- **EXERCISE**
Produce a verbatim copy of the data below that contains no pictures.

(Stored data)
▼
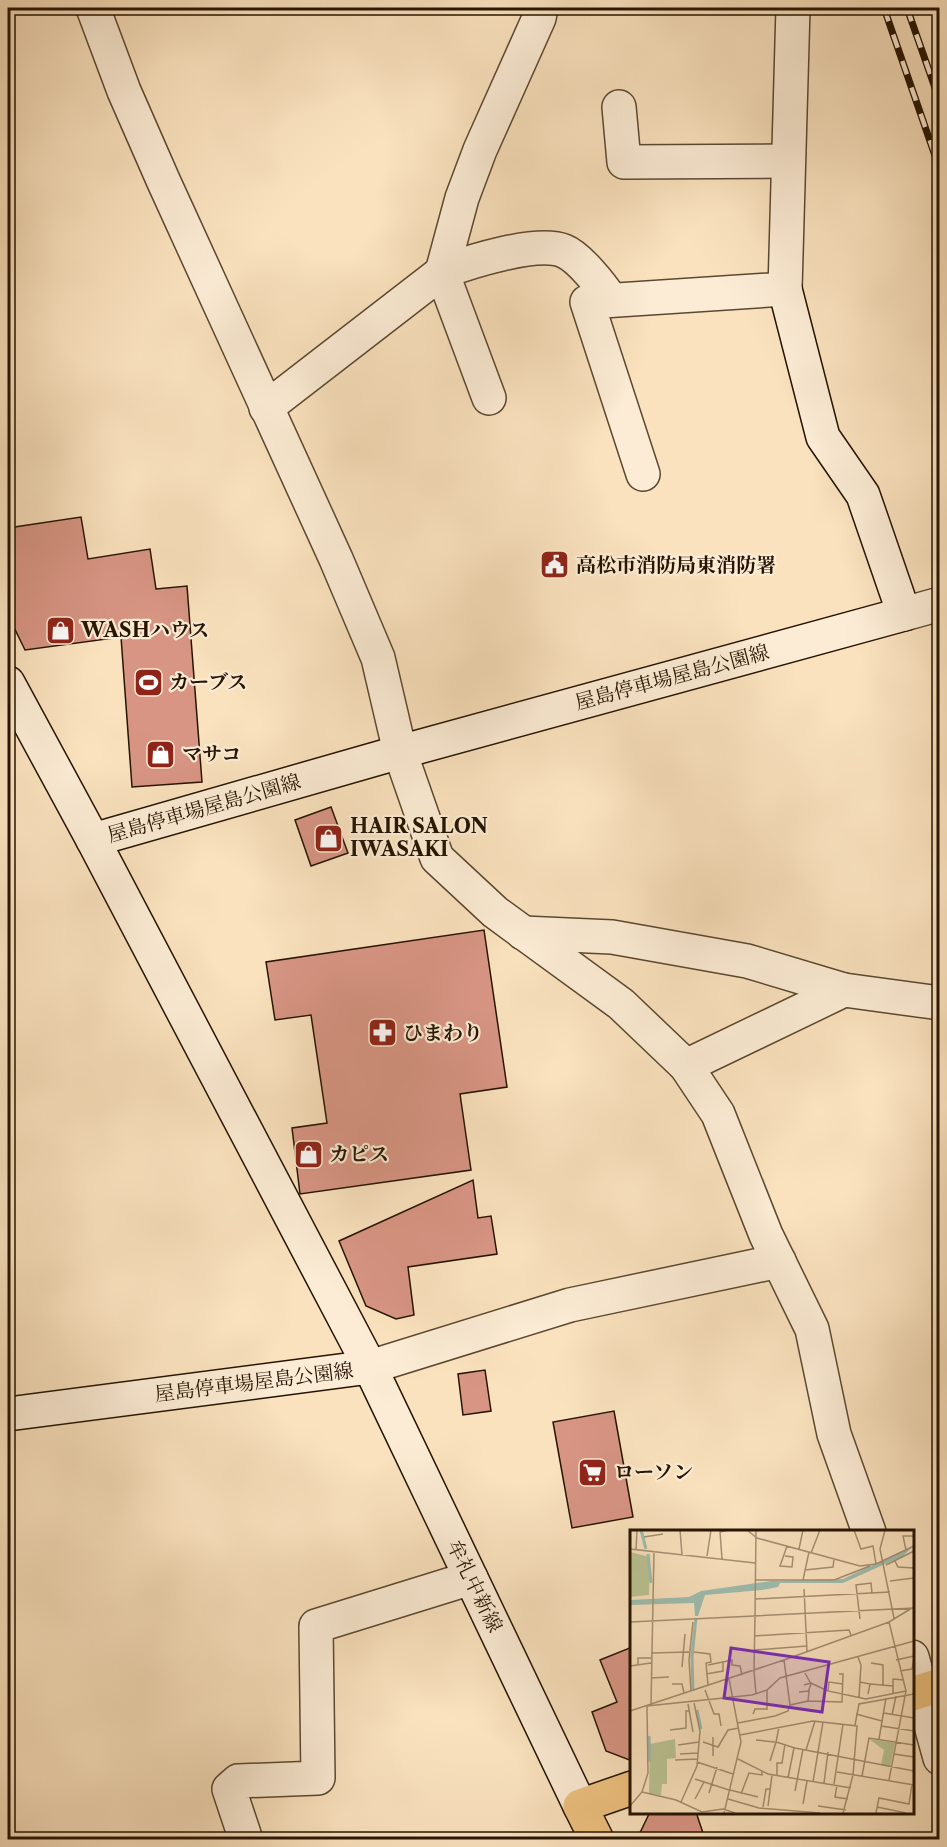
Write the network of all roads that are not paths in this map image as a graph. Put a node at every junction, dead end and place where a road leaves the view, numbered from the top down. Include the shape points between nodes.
1 (93, 8) edge
2 (541, 8) edge
3 (793, 8) edge
4 (619, 107) dead end
5 (788, 161) junction
6 (442, 272) junction
7 (785, 289) junction
8 (611, 300) junction
9 (489, 398) dead end
10 (266, 408) junction
11 (644, 474) dead end
12 (939, 604) edge
13 (904, 614) junction
14 (8, 683) edge
15 (400, 752) junction
16 (93, 840) junction
17 (524, 933) junction
18 (844, 990) junction
19 (939, 1003) edge
20 (686, 1066) junction
21 (779, 1261) junction
22 (370, 1367) junction
23 (8, 1414) edge
24 (867, 1530) edge
25 (471, 1578) junction
26 (914, 1662) edge
27 (924, 1690) edge
28 (939, 1758) edge
29 (630, 1789) edge
30 (580, 1806) junction
31 (246, 1839) edge
32 (597, 1839) edge

1 - 10 street via 123,91
2 - 6 street via 462,198
3 - 5 street
4 - 5 street via 624,162
5 - 7 street
6 - 8 street via 527,249 548,248 565,251 597,279
6 - 9 street
6 - 10 street
7 - 8 street
7 - 13 street via 823,437 863,495
8 - 11 street via 587,302
10 - 15 street via 378,658
12 - 13 street, 屋島停車場屋島公園線
13 - 15 street, 屋島停車場屋島公園線
14 - 16 street
15 - 16 street, 屋島停車場屋島公園線
15 - 17 street via 436,858
16 - 22 street, 屋島停車場屋島公園線
17 - 18 street via 612,937 747,961
17 - 20 street via 621,1004
18 - 19 street
18 - 20 street
20 - 21 street via 718,1114
21 - 22 street via 570,1305
21 - 24 street via 812,1329 834,1434
22 - 23 street, 屋島停車場屋島公園線
22 - 25 street, 牟礼中新線
25 - 30 street, 牟礼中新線
25 - 31 street via 316,1626 318,1778 238,1781 229,1789
26 - 27 street
27 - 28 street
29 - 30 main road
30 - 32 main road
▲
- **TASK RESULT**
Write the network of all roads that are not paths in this map image as a graph. Put a node at every junction, dead end and place where a road leaves the view, numbered from the top down. Include the shape points between nodes.
1 (93, 8) edge
2 (541, 8) edge
3 (793, 8) edge
4 (619, 107) dead end
5 (788, 161) junction
6 (442, 272) junction
7 (785, 289) junction
8 (611, 300) junction
9 (489, 398) dead end
10 (266, 408) junction
11 (644, 474) dead end
12 (939, 604) edge
13 (904, 614) junction
14 (8, 683) edge
15 (400, 752) junction
16 (93, 840) junction
17 (524, 933) junction
18 (844, 990) junction
19 (939, 1003) edge
20 (686, 1066) junction
21 (779, 1261) junction
22 (370, 1367) junction
23 (8, 1414) edge
24 (867, 1530) edge
25 (471, 1578) junction
26 (914, 1662) edge
27 (924, 1690) edge
28 (939, 1758) edge
29 (630, 1789) edge
30 (580, 1806) junction
31 (246, 1839) edge
32 (597, 1839) edge

1 - 10 street via 123,91
2 - 6 street via 462,198
3 - 5 street
4 - 5 street via 624,162
5 - 7 street
6 - 8 street via 527,249 548,248 565,251 597,279
6 - 9 street
6 - 10 street
7 - 8 street
7 - 13 street via 823,437 863,495
8 - 11 street via 587,302
10 - 15 street via 378,658
12 - 13 street, 屋島停車場屋島公園線
13 - 15 street, 屋島停車場屋島公園線
14 - 16 street
15 - 16 street, 屋島停車場屋島公園線
15 - 17 street via 436,858
16 - 22 street, 屋島停車場屋島公園線
17 - 18 street via 612,937 747,961
17 - 20 street via 621,1004
18 - 19 street
18 - 20 street
20 - 21 street via 718,1114
21 - 22 street via 570,1305
21 - 24 street via 812,1329 834,1434
22 - 23 street, 屋島停車場屋島公園線
22 - 25 street, 牟礼中新線
25 - 30 street, 牟礼中新線
25 - 31 street via 316,1626 318,1778 238,1781 229,1789
26 - 27 street
27 - 28 street
29 - 30 main road
30 - 32 main road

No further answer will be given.